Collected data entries
- - - - - - -

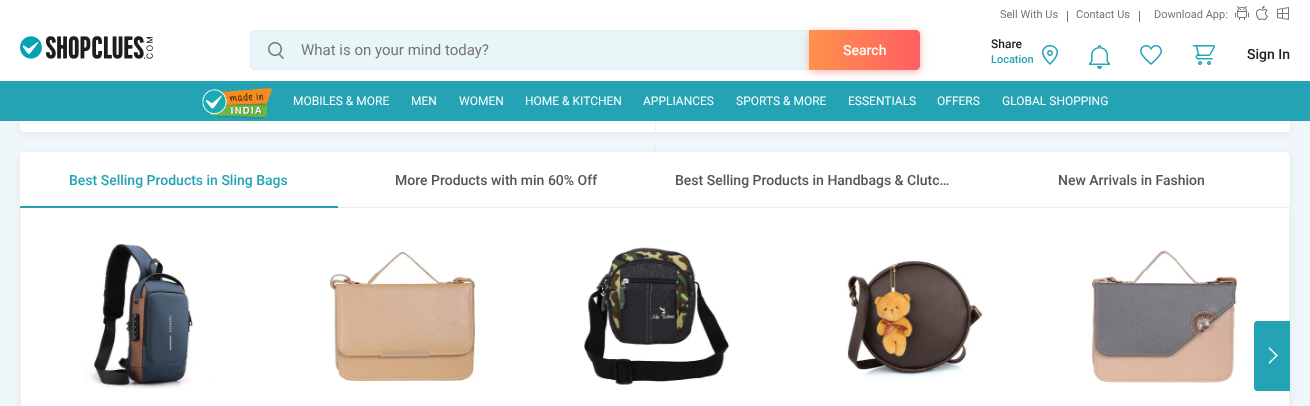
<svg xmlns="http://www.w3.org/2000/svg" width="1310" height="406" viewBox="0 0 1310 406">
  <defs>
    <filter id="blur1" x="-50%" y="-200%" width="200%" height="500%"><feGaussianBlur stdDeviation="4"/></filter>
    <linearGradient id="g1" gradientUnits="userSpaceOnUse" x1="809" y1="50" x2="920" y2="50"><stop offset="0" stop-color="#ff934b"/><stop offset="1" stop-color="#ff5e62"/></linearGradient>
  </defs>
  <rect width="100%" height="100%" fill="#eff7fa"/>
  <rect x="20" y="-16" width="1270" height="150" rx="4" fill="#000000" fill-opacity="0.06" filter="url(#blur1)"/>
  <rect x="20" y="-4" width="1270" height="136" rx="4" fill="#ffffff"/>
  <rect x="0" y="0" width="1310" height="81" fill="#ffffff"/>
  <text x="1000" y="18" font-family="Roboto" font-size="11" fill="#757575">Sell With Us</text>
  <rect x="1067" y="11" width="1" height="11" fill="#757575"/>
  <text x="1076" y="18" font-family="Roboto" font-size="11" fill="#757575">Contact Us</text>
  <rect x="1139" y="11" width="1" height="11" fill="#757575"/>
  <text x="1154" y="18" font-family="Roboto" font-size="11" fill="#757575">Download App:</text>
  <image x="1235" y="6" width="14" height="14" href="img1.png"/>
  <image x="1256" y="6" width="12" height="14" href="img2.png"/>
  <image x="1277" y="7" width="12" height="13" href="img3.png"/>
  <image x="20" y="36" width="133" height="23" href="img4.png"/>
  <rect x="250.5" y="30.5" width="669" height="39" rx="3.5" fill="#e9f6f7" stroke="#dbf0f2"/>
  <image x="268" y="42" width="16" height="17" href="img5.png"/>
  <text x="301" y="55" font-family="Roboto" font-size="15" fill="#757575">What is on your mind today?</text>
  <rect x="0" y="81" width="1310" height="40" fill="#24a3b5"/>
  <rect x="809" y="32" width="111" height="40" rx="4" fill="#ff6162" fill-opacity="0.46" filter="url(#blur1)"/>
  <path d="M809 30H916C918 30 920 32 920 34V66C920 68 918 70 916 70H809Z" fill="url(#g1)"/>
  <text x="843" y="55" font-family="Roboto" font-size="14" font-weight="500" fill="#ffffff">Search</text>
  <text x="991" y="48" font-family="Roboto" font-size="12" font-weight="500" fill="#212121">Share</text>
  <text x="991" y="63" font-family="Roboto" font-size="11" font-weight="500" fill="#24a3b5">Location</text>
  <image x="1042" y="45" width="16" height="20" href="img6.png"/>
  <image x="1089" y="45" width="21" height="24" href="img7.png"/>
  <image x="1140" y="45" width="22" height="20" href="img8.png"/>
  <image x="1192" y="45" width="23" height="20" href="img9.png"/>
  <text x="1247" y="59" font-family="Roboto" font-size="14" font-weight="500" fill="#212121">Sign In</text>
  <image x="202" y="88" width="70" height="31" href="img10.png"/>
  <text x="293" y="105" font-family="Roboto" font-size="12" fill="#ffffff">MOBILES &amp; MORE</text>
  <text x="411" y="105" font-family="Roboto" font-size="12" fill="#ffffff">MEN</text>
  <text x="459" y="105" font-family="Roboto" font-size="12" fill="#ffffff">WOMEN</text>
  <text x="525" y="105" font-family="Roboto" font-size="12" fill="#ffffff">HOME &amp; KITCHEN</text>
  <text x="643" y="105" font-family="Roboto" font-size="12" fill="#ffffff">APPLIANCES</text>
  <text x="736" y="105" font-family="Roboto" font-size="12" fill="#ffffff">SPORTS &amp; MORE</text>
  <text x="848" y="105" font-family="Roboto" font-size="12" fill="#ffffff">ESSENTIALS</text>
  <text x="937" y="105" font-family="Roboto" font-size="12" fill="#ffffff">OFFERS</text>
  <text x="1002" y="105" font-family="Roboto" font-size="12" fill="#ffffff">GLOBAL SHOPPING</text>
  <rect x="655" y="121" width="1" height="32" fill="#f0f0f0"/>
  <rect x="20" y="154" width="1270" height="56" rx="4" fill="#000000" fill-opacity="0.06" filter="url(#blur1)"/>
  <path d="M24 152H1286C1288 152 1290 154 1290 156V208H20V156C20 154 22 152 24 152Z" fill="#ffffff"/>
  <text x="69" y="185" font-family="Roboto" font-size="14" font-weight="500" fill="#24a3b5">Best Selling Products in Sling Bags</text>
  <rect x="338" y="207" width="952" height="1" fill="#f0f0f0"/>
  <rect x="20" y="210" width="1270" height="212" rx="4" fill="#000000" fill-opacity="0.06" filter="url(#blur1)"/>
  <rect x="20" y="206" width="318" height="2" fill="#24a3b5"/>
  <text x="395" y="185" font-family="Roboto" font-size="14" font-weight="500" fill="#555555">More Products with min 60% Off</text>
  <text x="675" y="185" font-family="Roboto" font-size="14" font-weight="500" fill="#555555">Best Selling Products in Handbags &amp; Clutc…</text>
  <text x="1058" y="185" font-family="Roboto" font-size="14" font-weight="500" fill="#555555">New Arrivals in Fashion</text>
  <rect x="21" y="208" width="1268" height="198" fill="#ffffff"/>
  <path d="M20 208H1290V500C1290 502 1288 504 1286 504H24C22 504 20 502 20 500ZM21 208H1289V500C1289 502 1288 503 1286 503H24C22 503 21 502 21 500Z" fill="#f0f0f0" fill-rule="evenodd"/>
  <image x="84" y="244" width="129" height="145" href="img11.png"/>
  <image x="95" y="245" width="99" height="138" href="img12.png"/>
  <image x="330" y="251" width="145" height="131" href="img13.png"/>
  <image x="330" y="254" width="145" height="125" href="img14.png"/>
  <image x="584" y="247" width="145" height="138" href="img15.png"/>
  <image x="584" y="252" width="145" height="132" href="img16.png"/>
  <image x="847" y="260" width="136" height="119" href="img17.png"/>
  <image x="847" y="263" width="136" height="105" href="img18.png"/>
  <image x="1092" y="250" width="145" height="134" href="img19.png"/>
  <image x="1092" y="255" width="145" height="125" href="img20.png"/>
  <path d="M1257 321H1290V391H1257C1255.5 391 1254 389.5 1254 388V324C1254 322.5 1255.5 321 1257 321Z" fill="#24a3b5"/>
  <image x="1269" y="346" width="9" height="19" href="img21.png"/>
</svg>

- - - - - - -

* Work request: The lines above that hold the word "Selling" are the ones to copy.

* Expected answer:
  <text x="69" y="185" font-family="Roboto" font-size="14" font-weight="500" fill="#24a3b5">Best Selling Products in Sling Bags</text>
  <text x="675" y="185" font-family="Roboto" font-size="14" font-weight="500" fill="#555555">Best Selling Products in Handbags &amp; Clutc…</text>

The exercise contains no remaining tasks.